数据结构化与保存

1. 将新闻的正文内容保存到文本文件。

soup = BeautifulSoup(res.text,'html.parser')
content =soup.select('.show-content')[0].text
f=open('news.txt','w',encoding='utf-8')
f.write(content)
f.close()

2. 将新闻数据结构化为字典的列表:

  • 单条新闻的详情-->字典news
  • 一个列表页所有单条新闻汇总-->列表newsls.append(news)
  • 所有列表页的所有新闻汇总列表newstotal.extend(newsls)

 

3. 安装pandas,用pandas.DataFrame(newstotal),创建一个DataFrame对象df.

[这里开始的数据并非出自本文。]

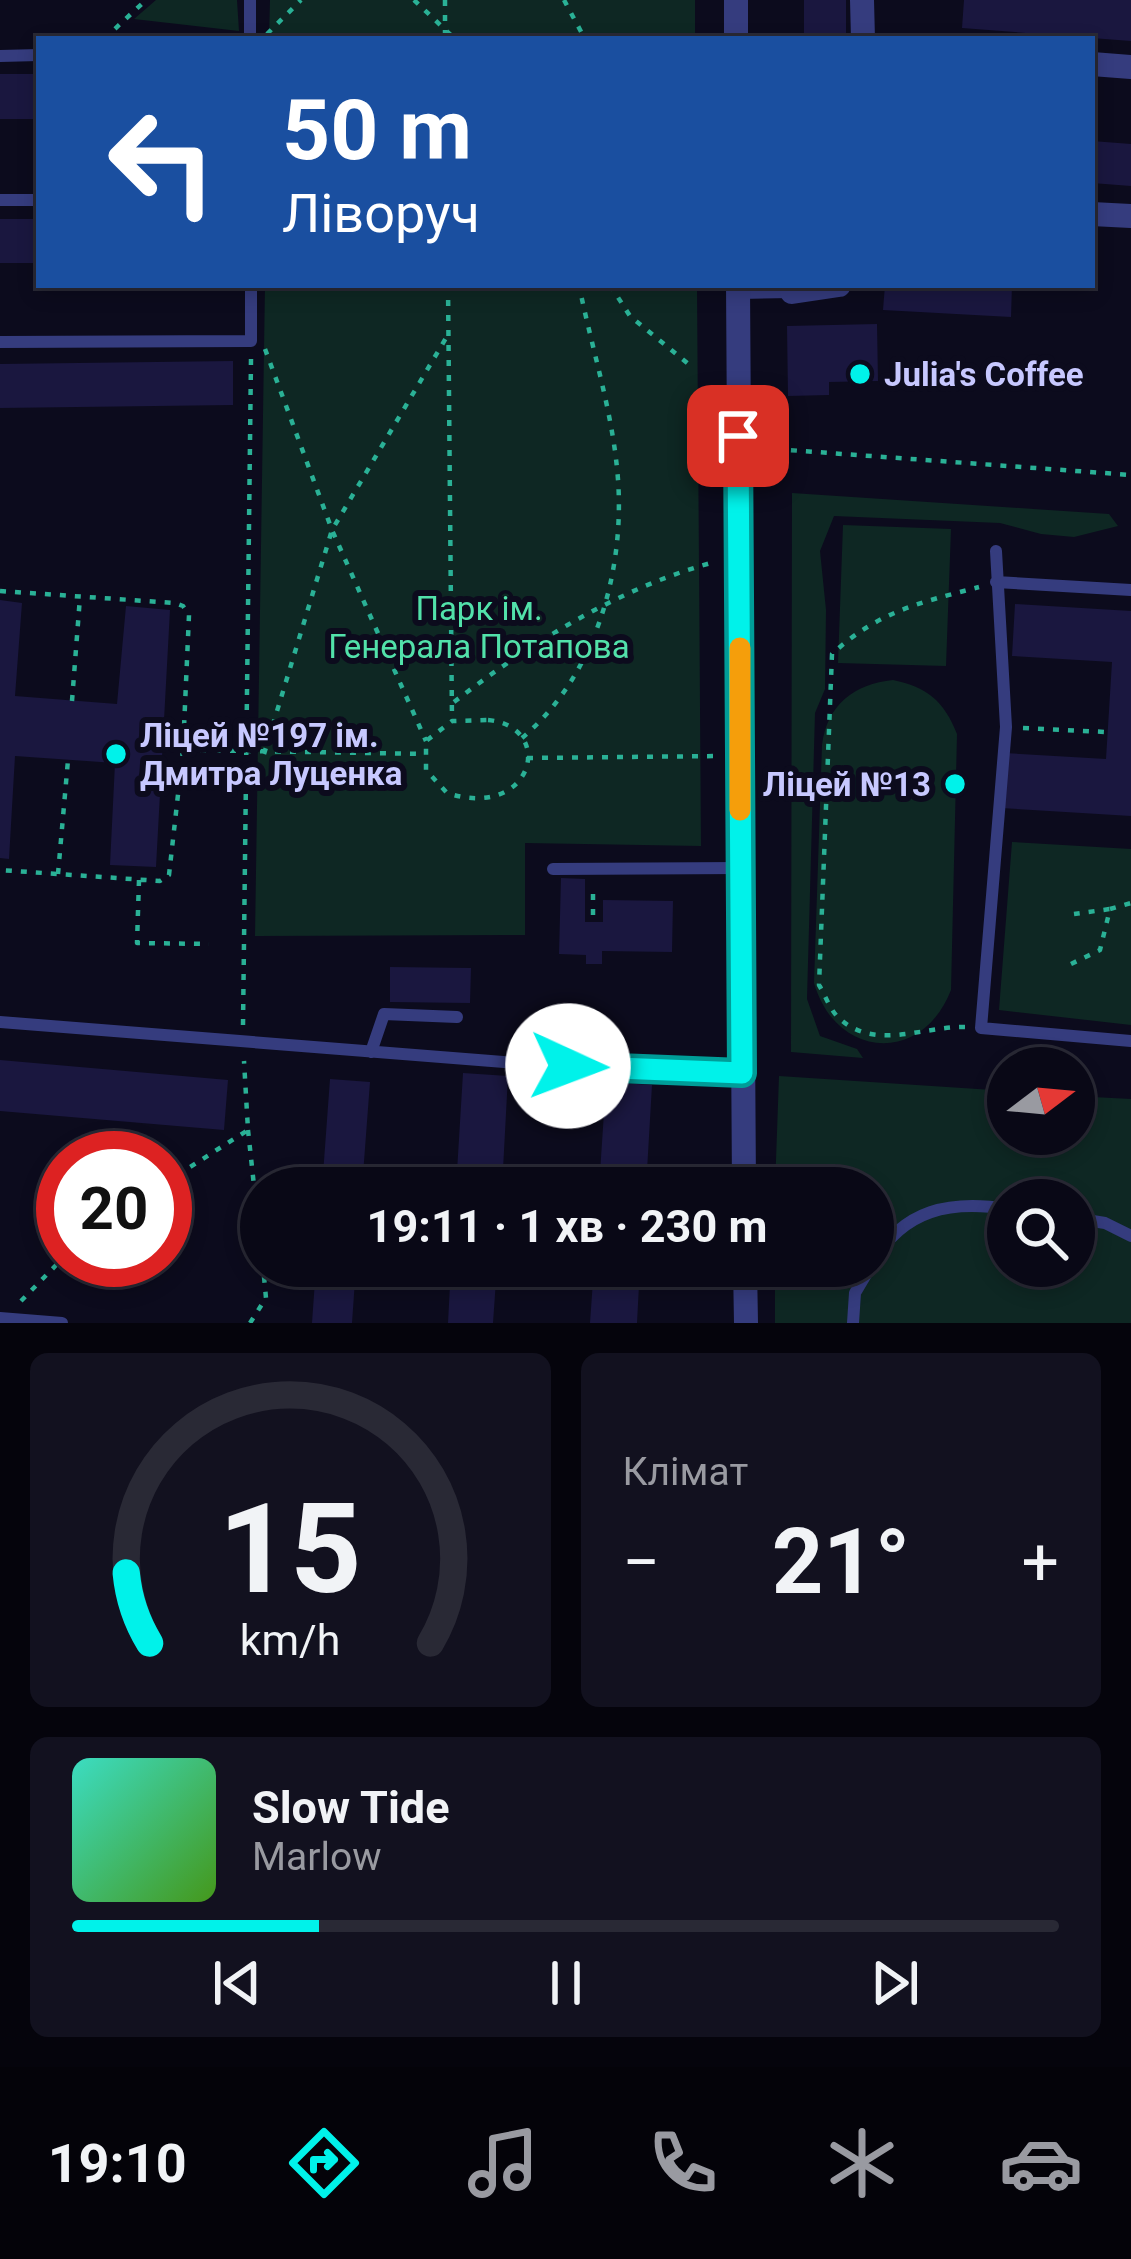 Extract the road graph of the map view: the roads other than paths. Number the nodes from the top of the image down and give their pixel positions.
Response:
1 (250, 0) edge
2 (736, 0) edge
3 (862, 0) edge
4 (250, 36) edge
5 (736, 36) edge
6 (862, 36) edge
7 (36, 55) edge
8 (0, 56) edge
9 (1095, 64) edge
10 (1131, 67) edge
11 (0, 200) edge
12 (36, 200) edge
13 (1095, 214) edge
14 (1131, 216) edge
15 (251, 288) edge
16 (819, 288) edge
17 (738, 289) edge
18 (792, 292) joint
19 (0, 342) edge
20 (996, 550) dead end
21 (996, 582) junction
22 (1131, 590) edge
23 (740, 868) junction
24 (553, 869) dead end
25 (457, 1017) dead end
26 (0, 1022) edge
27 (568, 1026) dead end
28 (1131, 1041) edge
29 (371, 1052) junction
30 (568, 1066) junction
31 (742, 1073) junction
32 (744, 1167) edge
33 (987, 1208) edge
34 (1095, 1221) edge
35 (894, 1233) edge
36 (1131, 1236) edge
37 (745, 1287) edge
38 (859, 1287) edge
39 (2, 1318) edge
40 (62, 1323) edge
41 (746, 1323) edge
42 (853, 1323) edge

1 - 4 lane
2 - 5 street
3 - 6 street
7 - 8 lane
9 - 10 street
11 - 12 lane
13 - 14 street
15 - 19 lane
16 - 18 street
17 - 18 lane
17 - 23 street
20 - 21 lane
21 - 22 lane
21 - 28 lane
23 - 24 lane
23 - 31 street
25 - 29 lane
26 - 29 lane
27 - 30 lane
29 - 30 lane
30 - 31 lane
31 - 32 street
33 - 35 lane
34 - 36 lane
37 - 41 street
38 - 42 lane
39 - 40 lane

4. 通过df将提取的数据保存到csv或excel 文件。

5. 用pandas提供的函数和方法进行数据分析:

  • 提取包含点击次数、标题、来源的前6行数据
  • 提取‘学校综合办’发布的,‘点击次数’超过3000的新闻。
  • 提取'国际学院'和'学生工作处'发布的新闻。
import requests
import re
import pandas
import openpyxl
from bs4 import BeautifulSoup
from datetime import datetime
homepage='http://news.gzcc.cn/html/xiaoyuanxinwen/'
#newsurl='http://news.gzcc.cn/html/2018/xiaoyuanxinwen_0411/9205.html'
res = requests.get(homepage) #返回response对象
res.encoding='utf-8'
soup = BeautifulSoup(res.text,'html.parser')
newscount=int(soup.select('.a1')[0].text.split('')[0])
newspages = newscount // 10 + 1
allnews=[]
alllistnews=[]
def get_new_click_count(click_url):
    Res = requests.get(click_url)
    Res.encoding = 'utf-8'
    Soup = BeautifulSoup(Res.text, 'html.parser').text
    return Soup.split("('#hits').html")[1].lstrip("('").rstrip("');")


def get_all_news(newurl):
    dictionary={}
    Res = requests.get(newurl)
    Res.encoding = 'utf-8'
    Soup = BeautifulSoup(Res.text, 'html.parser')
    newlist=Soup.select('.news-list')[0].select('li')
    for newitem in newlist:
        title = newitem.select('.news-list-title')[0].text
        describe = newitem.select('.news-list-description')[0].text

        newurl=newitem.a.attrs['href']
        newcontenturl = re.search('(\d{1,}\.html)', newurl).group(1)
        newcontenturl2 = newcontenturl.rstrip('.html')
        click_url='http://oa.gzcc.cn/api.php?op=count&id='+newcontenturl2+'&modelid=80'
        newclicktimes=get_new_click_count(click_url)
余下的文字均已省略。